HADOOP:HDFS: Data Integrity

Hi Guys ,

This blog is regarding the data integrity in HDFS

as we all know that there are always chances of corruption of data during storage or processing of data , i am talking about only small data not big data because every operation of i/o carries small probability of data being corrupted .

AS hadoop deals with large amount of data , therefore chances of corruption of data increases as well , but hadoop by its own have a mechanism which can deal with corruption of data , known as checksum mechanism.

NOTE :- this mechanism is only deals with checking of corrupted data , not fixing of that corrupted data .

When we create/write a file( eg :- file1) in hadoop local filesystem  an another checksum file will be created by filesystem name as file1.crc.

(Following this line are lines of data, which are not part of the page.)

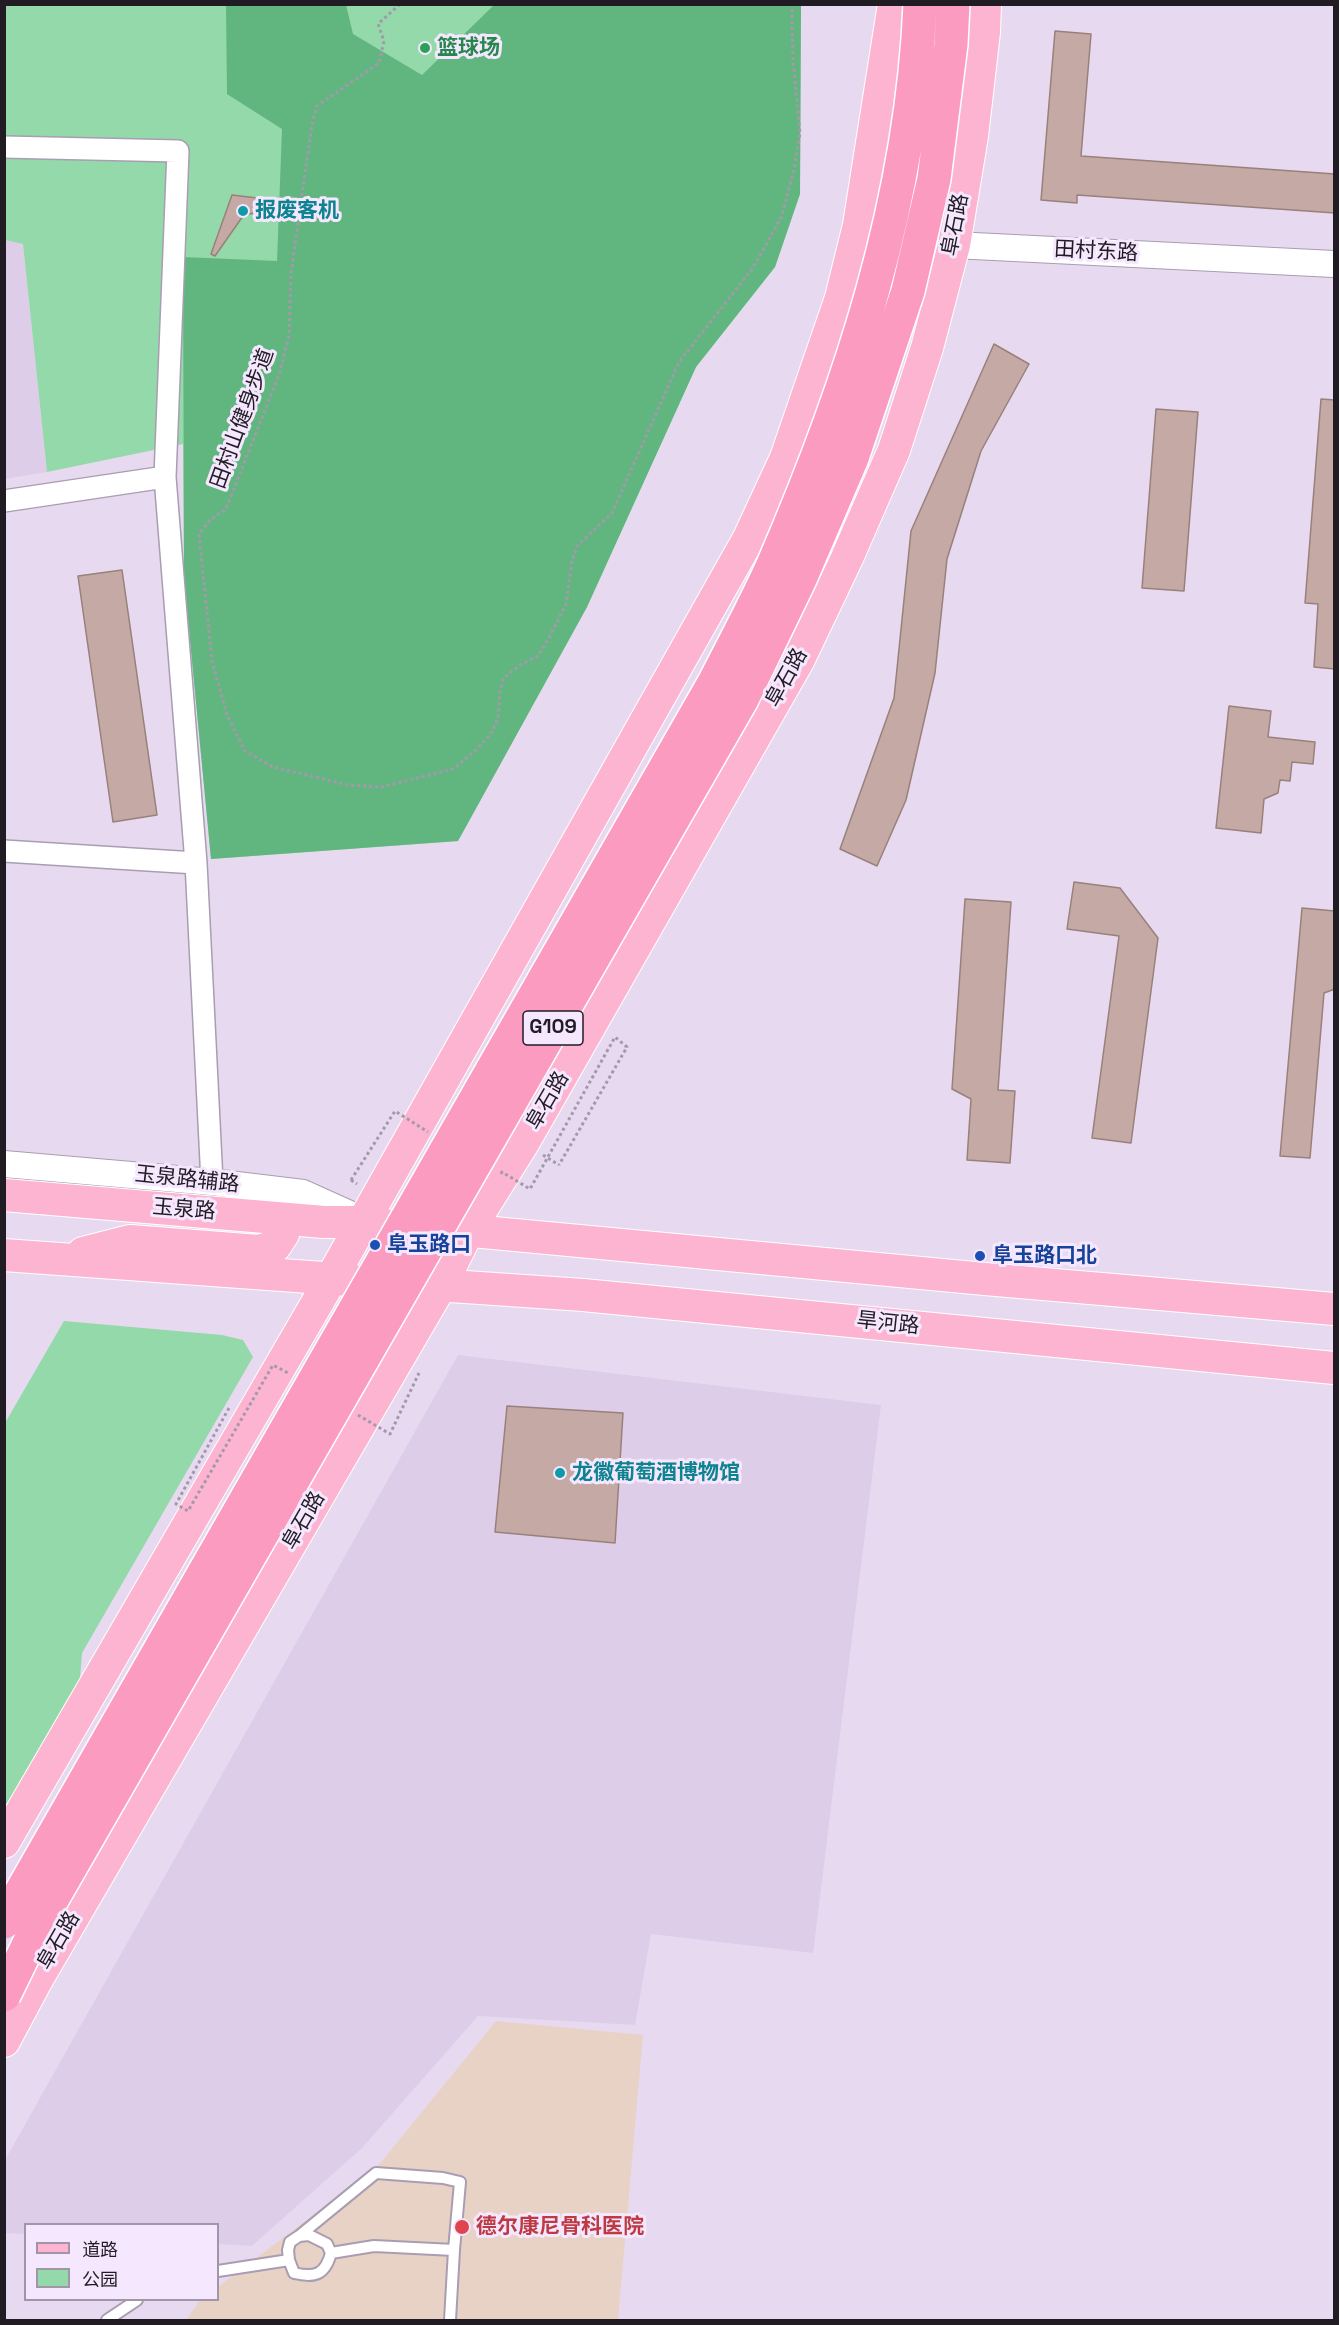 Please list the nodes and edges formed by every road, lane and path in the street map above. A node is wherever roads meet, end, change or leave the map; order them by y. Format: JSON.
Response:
{"nodes":[{"id":1,"x":399,"y":4,"type":"edge"},
{"id":2,"x":792,"y":4,"type":"edge"},
{"id":3,"x":894,"y":4,"type":"edge"},
{"id":4,"x":920,"y":4,"type":"edge"},
{"id":5,"x":952,"y":4,"type":"edge"},
{"id":6,"x":985,"y":4,"type":"edge"},
{"id":7,"x":4,"y":147,"type":"edge"},
{"id":8,"x":859,"y":225,"type":"junction"},
{"id":9,"x":954,"y":245,"type":"junction"},
{"id":10,"x":1335,"y":264,"type":"edge"},
{"id":11,"x":165,"y":477,"type":"junction"},
{"id":12,"x":4,"y":501,"type":"edge"},
{"id":13,"x":4,"y":851,"type":"edge"},
{"id":14,"x":196,"y":863,"type":"junction"},
{"id":15,"x":433,"y":1135,"type":"dead end"},
{"id":16,"x":4,"y":1164,"type":"edge"},
{"id":17,"x":559,"y":1165,"type":"dead end"},
{"id":18,"x":502,"y":1172,"type":"dead end"},
{"id":19,"x":351,"y":1180,"type":"dead end"},
{"id":20,"x":212,"y":1182,"type":"junction"},
{"id":21,"x":4,"y":1196,"type":"edge"},
{"id":22,"x":276,"y":1218,"type":"junction"},
{"id":23,"x":363,"y":1221,"type":"junction"},
{"id":24,"x":468,"y":1231,"type":"junction"},
{"id":25,"x":4,"y":1255,"type":"edge"},
{"id":26,"x":56,"y":1259,"type":"junction"},
{"id":27,"x":332,"y":1279,"type":"junction"},
{"id":28,"x":441,"y":1285,"type":"junction"},
{"id":29,"x":1335,"y":1309,"type":"edge"},
{"id":30,"x":1335,"y":1368,"type":"edge"},
{"id":31,"x":419,"y":1373,"type":"dead end"},
{"id":32,"x":292,"y":1376,"type":"dead end"},
{"id":33,"x":229,"y":1408,"type":"dead end"},
{"id":34,"x":358,"y":1415,"type":"dead end"},
{"id":35,"x":4,"y":1842,"type":"edge"},
{"id":36,"x":4,"y":1922,"type":"edge"},
{"id":37,"x":4,"y":1995,"type":"edge"},
{"id":38,"x":4,"y":2041,"type":"edge"},
{"id":39,"x":299,"y":2236,"type":"junction"},
{"id":40,"x":454,"y":2250,"type":"junction"},
{"id":41,"x":331,"y":2253,"type":"junction"},
{"id":42,"x":289,"y":2260,"type":"junction"},
{"id":43,"x":219,"y":2271,"type":"edge"},
{"id":44,"x":136,"y":2301,"type":"edge"},
{"id":45,"x":107,"y":2320,"type":"edge"},
{"id":46,"x":450,"y":2320,"type":"edge"}],
"edges":[{"from":1,"to":2,"type":"path","name":"田村山健身步道"},
{"from":3,"to":8,"type":"main road"},
{"from":4,"to":36,"type":"highway","number":"G109","bridge":true},
{"from":5,"to":37,"type":"highway","name":"阜石路","number":"G109","bridge":true},
{"from":6,"to":9,"type":"main road","name":"阜石路"},
{"from":7,"to":11,"type":"street"},
{"from":8,"to":9,"type":"street","name":"田村东路"},
{"from":8,"to":23,"type":"main road"},
{"from":9,"to":10,"type":"street","name":"田村东路"},
{"from":9,"to":24,"type":"main road","name":"阜石路"},
{"from":11,"to":12,"type":"street"},
{"from":11,"to":14,"type":"street"},
{"from":13,"to":14,"type":"street"},
{"from":14,"to":20,"type":"street"},
{"from":15,"to":19,"type":"path","bridge":true},
{"from":16,"to":20,"type":"street","name":"玉泉路辅路"},
{"from":17,"to":18,"type":"path","bridge":true},
{"from":20,"to":23,"type":"street","name":"玉泉路辅路"},
{"from":21,"to":22,"type":"main road","name":"玉泉路"},
{"from":22,"to":23,"type":"main road","name":"玉泉路"},
{"from":22,"to":26,"type":"main road"},
{"from":23,"to":24,"type":"main road","name":"玉泉路"},
{"from":23,"to":27,"type":"main road"},
{"from":24,"to":28,"type":"main road","name":"阜石路"},
{"from":24,"to":29,"type":"main road"},
{"from":25,"to":26,"type":"main road"},
{"from":26,"to":27,"type":"main road"},
{"from":27,"to":28,"type":"main road","name":"旱河路"},
{"from":27,"to":35,"type":"main road"},
{"from":28,"to":30,"type":"main road","name":"旱河路"},
{"from":28,"to":38,"type":"main road","name":"阜石路"},
{"from":31,"to":34,"type":"path","bridge":true},
{"from":32,"to":33,"type":"path","bridge":true},
{"from":39,"to":40,"type":"lane"},
{"from":39,"to":41,"type":"lane"},
{"from":39,"to":42,"type":"lane"},
{"from":40,"to":41,"type":"lane"},
{"from":40,"to":46,"type":"lane"},
{"from":41,"to":42,"type":"lane"},
{"from":42,"to":43,"type":"lane"},
{"from":44,"to":45,"type":"lane"}]}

Now there are 2 cases when integrity of data needs to check :-

  1. File/Data Read
  2. File/Data Write

 File/Data Read :- 

when client read data from datanodes .  checksum will be compared of file , with the one which is stored on data node already , if both check sum are equal and identical then no corruption will be deducted otherwise a checksum exception will be thrown , but before this client will try to read data using namenmode.Namenode will mark it as corrupted block and no other client will direct to it again,

Then namenode will schedule a replication of non corrupted block from another data node to it .

 File/Data Write :- 

While writing , datanodes are responsible for verifying the checksum of data/block . when checksum is created for new file which we are going to write  , the third datanode in pipeline( assuming 3 replication factor) will compare the checksum of data to the checksum created at strating and of the file which it is going to write . if both are same then no corruption reported otherwise throws an ChecksumException .

In this manner checksum / corruption deduction mechanism takes place in hadoop.

hope you guys like it .

thanks and cheers .



3 thoughts on “HADOOP:HDFS: Data Integrity

  1. How integrity is checked when file is transferred from local file system to hdfs????

    What is the guarantee about corruption of files transferred to hdfs???


  2. Thanks for reply.
    I transferred a file from local file system using curl command to hdfs.

    Want to check if file transfer is successful or not???

    Usually when we download iso file we validate the download using checksum information. Is there any way of this kind when we transfer file from local file system to hdfs????